Reading is of utmost importance to us at Hurst Knoll. We want to foster a love of reading, engaging children in high quality texts and allowing them to find their own preferences in their reading choices as they move throughout the school. If you happen to be in our school at 3pm, you will hear our story time bell, which indicates the start of story time for all classes. We believe that the pleasure of listening to an adult read at the end of the school day will help to develop a love of reading, as well as end the day in a relaxed but purposeful way. It is our hope that children will leave Hurst Knoll with a knowledge of the text genres they enjoy, a habit of reading frequently, transferable skills that enable them to read and understand texts in all subject areas and a love of reading that will last them a life time.
We work hard to ensure that the texts we read and share with the children are diverse, from a range of cultures and represent the children who attend Hurst Knoll. Recently, we have invested in a range of high-quality texts to further supplement our class libraries. We endeavour to ensure that reading is pleasurable and that all children read each day.
EYFS is where our excitement for reading begins. We provide reading experiences which promote curiosity, engagement and wonder about the world. Reading to children allows them to build their imaginations, hear language they may not otherwise, and creates passionate, life-long readers. Children in Early Years often like to read as part of their play and staff support this by helping the children to retell stories and give them the chance to discuss stories they have read many times.
In EYFS, we teach phonics daily, using the Read Write Inc phonics programme.
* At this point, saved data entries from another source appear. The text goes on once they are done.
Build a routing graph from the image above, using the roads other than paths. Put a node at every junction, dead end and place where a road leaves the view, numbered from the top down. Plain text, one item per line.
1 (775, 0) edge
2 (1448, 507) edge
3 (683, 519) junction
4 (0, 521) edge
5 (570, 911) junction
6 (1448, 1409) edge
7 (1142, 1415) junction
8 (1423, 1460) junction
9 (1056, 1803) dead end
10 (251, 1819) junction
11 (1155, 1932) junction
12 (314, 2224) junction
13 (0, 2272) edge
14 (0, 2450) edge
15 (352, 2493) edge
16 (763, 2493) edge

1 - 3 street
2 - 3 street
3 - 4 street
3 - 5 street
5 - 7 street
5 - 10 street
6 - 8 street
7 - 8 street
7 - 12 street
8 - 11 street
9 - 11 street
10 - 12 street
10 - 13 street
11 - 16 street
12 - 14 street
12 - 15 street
Alongside this, we use different books within each half term to link to our learning across EYFS, ensuring children are engaged and enthralled in high-quality texts.
Key Stage One
Children in Key Stage One take part in a daily phonics session, following Read Write Inc.
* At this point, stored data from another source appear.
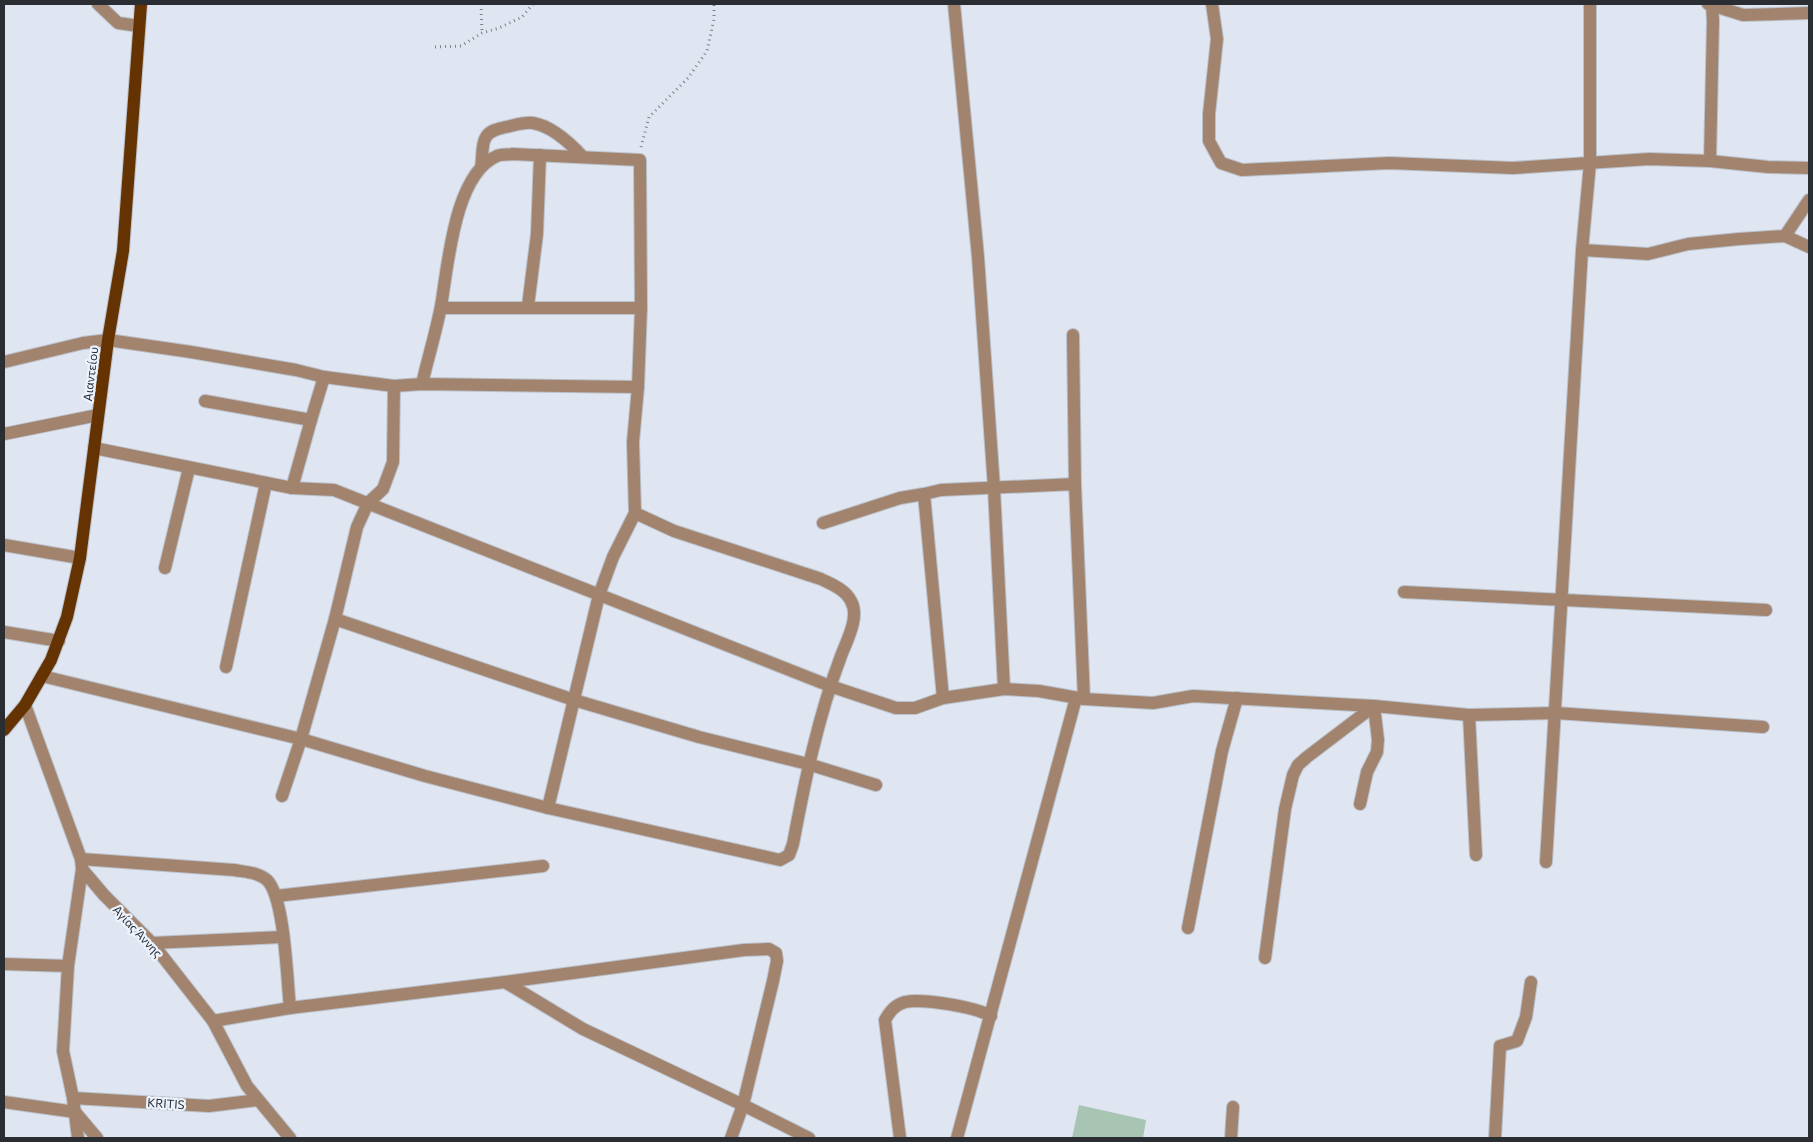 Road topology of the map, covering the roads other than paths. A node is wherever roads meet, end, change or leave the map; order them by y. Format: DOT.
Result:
graph roads {
  1 [pos="98,4"];
  2 [pos="142,4"];
  3 [pos="954,4"];
  4 [pos="1212,4"];
  5 [pos="1590,4"];
  6 [pos="1710,4"];
  7 [pos="1809,13"];
  8 [pos="139,26"];
  9 [pos="540,155"];
  10 [pos="583,157"];
  11 [pos="1710,161"];
  12 [pos="1590,164"];
  13 [pos="481,167"];
  14 [pos="1809,168"];
  15 [pos="1809,200"];
  16 [pos="1784,236"];
  17 [pos="1809,246"];
  18 [pos="1582,250"];
  19 [pos="528,306"];
  20 [pos="441,308"];
  21 [pos="640,308"];
  22 [pos="1073,335"];
  23 [pos="108,340"];
  24 [pos="4,362"];
  25 [pos="324,377"];
  26 [pos="422,384"];
  27 [pos="394,386"];
  28 [pos="638,387"];
  29 [pos="205,401"];
  30 [pos="98,415"];
  31 [pos="311,420"];
  32 [pos="4,434"];
  33 [pos="94,448"];
  34 [pos="189,468"];
  35 [pos="266,483"];
  36 [pos="1074,484"];
  37 [pos="292,488"];
  38 [pos="994,488"];
  39 [pos="924,494"];
  40 [pos="368,503"];
  41 [pos="635,513"];
  42 [pos="823,523"];
  43 [pos="4,545"];
  44 [pos="80,558"];
  45 [pos="165,568"];
  46 [pos="1404,592"];
  47 [pos="599,595"];
  48 [pos="1562,601"];
  49 [pos="1766,610"];
  50 [pos="335,619"];
  51 [pos="4,632"];
  52 [pos="59,641"];
  53 [pos="226,668"];
  54 [pos="42,676"];
  55 [pos="830,686"];
  56 [pos="1004,689"];
  57 [pos="943,698"];
  58 [pos="1080,698"];
  59 [pos="1237,698"];
  60 [pos="574,700"];
  61 [pos="25,705"];
  62 [pos="1374,706"];
  63 [pos="1556,713"];
  64 [pos="1469,715"];
  65 [pos="1763,727"];
  66 [pos="4,730"];
  67 [pos="301,739"];
  68 [pos="808,764"];
  69 [pos="876,784"];
  70 [pos="282,796"];
  71 [pos="1360,804"];
  72 [pos="548,808"];
  73 [pos="1476,855"];
  74 [pos="1546,862"];
  75 [pos="82,864"];
  76 [pos="543,866"];
  77 [pos="276,896"];
  78 [pos="1188,928"];
  79 [pos="284,937"];
  80 [pos="152,943"];
  81 [pos="1266,958"];
  82 [pos="4,964"];
  83 [pos="68,966"];
  84 [pos="505,982"];
  85 [pos="1531,982"];
  86 [pos="290,1008"];
  87 [pos="991,1016"];
  88 [pos="213,1021"];
  89 [pos="73,1098"];
  90 [pos="258,1100"];
  91 [pos="4,1102"];
  92 [pos="743,1105"];
  93 [pos="1233,1107"];
  94 [pos="75,1112"];
  95 [pos="78,1138"];
  96 [pos="97,1138"];
  97 [pos="290,1138"];
  98 [pos="731,1138"];
  99 [pos="809,1138"];
  100 [pos="900,1138"];
  101 [pos="957,1138"];
  102 [pos="1231,1138"];
  103 [pos="1495,1138"];
  1 -- 8 [label="street"];
  2 -- 8 [label="main road, Αιαντείου"];
  3 -- 38 [label="street"];
  4 -- 12 [label="street"];
  5 -- 12 [label="street"];
  6 -- 7 [label="street"];
  6 -- 11 [label="street"];
  8 -- 23 [label="main road, Αιαντείου"];
  9 -- 10 [label="street"];
  9 -- 13 [label="street"];
  9 -- 19 [label="street"];
  10 -- 13 [label="street"];
  10 -- 21 [label="street"];
  11 -- 12 [label="street"];
  11 -- 14 [label="street"];
  12 -- 18 [label="street"];
  13 -- 20 [label="street"];
  15 -- 16 [label="street"];
  16 -- 17 [label="street"];
  16 -- 18 [label="street"];
  18 -- 48 [label="street"];
  19 -- 20 [label="street"];
  19 -- 21 [label="street"];
  20 -- 26 [label="street"];
  21 -- 28 [label="street"];
  22 -- 36 [label="street"];
  23 -- 24 [label="street"];
  23 -- 25 [label="street"];
  23 -- 30 [label="main road, Αιαντείου"];
  25 -- 27 [label="street"];
  25 -- 31 [label="street"];
  26 -- 27 [label="street"];
  26 -- 28 [label="street"];
  27 -- 40 [label="street"];
  28 -- 41 [label="street"];
  29 -- 31 [label="street"];
  30 -- 32 [label="street"];
  30 -- 33 [label="main road, Αιαντείου"];
  31 -- 37 [label="street"];
  33 -- 34 [label="street"];
  33 -- 44 [label="main road, Αιαντείου"];
  34 -- 35 [label="street"];
  34 -- 45 [label="street"];
  35 -- 37 [label="street"];
  35 -- 53 [label="street"];
  36 -- 38 [label="street"];
  36 -- 58 [label="street"];
  37 -- 40 [label="street"];
  38 -- 39 [label="street"];
  38 -- 56 [label="street"];
  39 -- 42 [label="street"];
  39 -- 57 [label="street"];
  40 -- 47 [label="street"];
  40 -- 50 [label="street"];
  41 -- 47 [label="street"];
  41 -- 55 [label="street"];
  43 -- 44 [label="street"];
  44 -- 52 [label="main road, Αιαντείου"];
  46 -- 48 [label="street"];
  47 -- 55 [label="street"];
  47 -- 60 [label="street"];
  48 -- 49 [label="street"];
  48 -- 63 [label="street"];
  50 -- 60 [label="street"];
  50 -- 67 [label="street"];
  51 -- 52 [label="street"];
  52 -- 54 [label="main road, Αιαντείου"];
  54 -- 61 [label="main road, Αιαντείου"];
  54 -- 67 [label="street"];
  55 -- 57 [label="street"];
  55 -- 68 [label="street"];
  56 -- 57 [label="street"];
  56 -- 58 [label="street"];
  58 -- 59 [label="street"];
  58 -- 87 [label="street"];
  59 -- 62 [label="street"];
  59 -- 78 [label="street"];
  60 -- 68 [label="street"];
  60 -- 72 [label="street"];
  61 -- 66 [label="main road, Αιαντείου"];
  61 -- 75 [label="street, Αγίας Άννης"];
  62 -- 64 [label="street"];
  62 -- 71 [label="street"];
  62 -- 81 [label="street"];
  63 -- 64 [label="street"];
  63 -- 65 [label="street"];
  63 -- 74 [label="street"];
  64 -- 73 [label="street"];
  67 -- 70 [label="street"];
  67 -- 72 [label="street"];
  68 -- 69 [label="street"];
  68 -- 72 [label="street"];
  75 -- 77 [label="street"];
  75 -- 80 [label="street, Αγίας Άννης"];
  75 -- 83 [label="street"];
  76 -- 77 [label="street"];
  77 -- 79 [label="street"];
  79 -- 80 [label="street"];
  79 -- 86 [label="street"];
  80 -- 88 [label="street, Αγίας Άννης"];
  82 -- 83 [label="street"];
  83 -- 89 [label="street"];
  84 -- 86 [label="street"];
  84 -- 92 [label="street"];
  84 -- 92 [label="street"];
  85 -- 103 [label="street"];
  86 -- 88 [label="street"];
  87 -- 100 [label="street"];
  87 -- 101 [label="street"];
  88 -- 90 [label="street, Αγίας Άννης"];
  89 -- 90 [label="street, KRITIS"];
  89 -- 94 [label="street"];
  90 -- 97 [label="street, Αγίας Άννης"];
  91 -- 94 [label="street"];
  92 -- 98 [label="street"];
  92 -- 99 [label="street"];
  93 -- 102 [label="street"];
  94 -- 95 [label="street"];
  94 -- 96 [label="street"];
}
They also have reading sessions linked with Read Write Inc, where they are given the opportunity to explore a text alongside the class teacher, answer questions about it, either individually or with a pair / small group, and then share their responses with the class
Reading is taught daily across Key Stage 2, and links with our Writing curriculum 'The Write Stuff'. This helps children to engage with the text across all areas of English, and some broader areas of the curriculum too.
Key Stage Two
Children acquire skills in reading across eight specific areas:
- Word Definition
- Retrieval of Information
- Making Inferences
- Making Predictions
- Relating to the Text
- Exploring the Text
- Making Comparisons (with other texts they have read)
As well as reading within school, children are provided with a reading book to take home. These reading books are very carefully designed to challenge children and develop their reading skills to compliment the teaching taking place in the classroom. The reading books follow a progressive colour-banded scheme and children may change their books in order to continue to develop their reading skills.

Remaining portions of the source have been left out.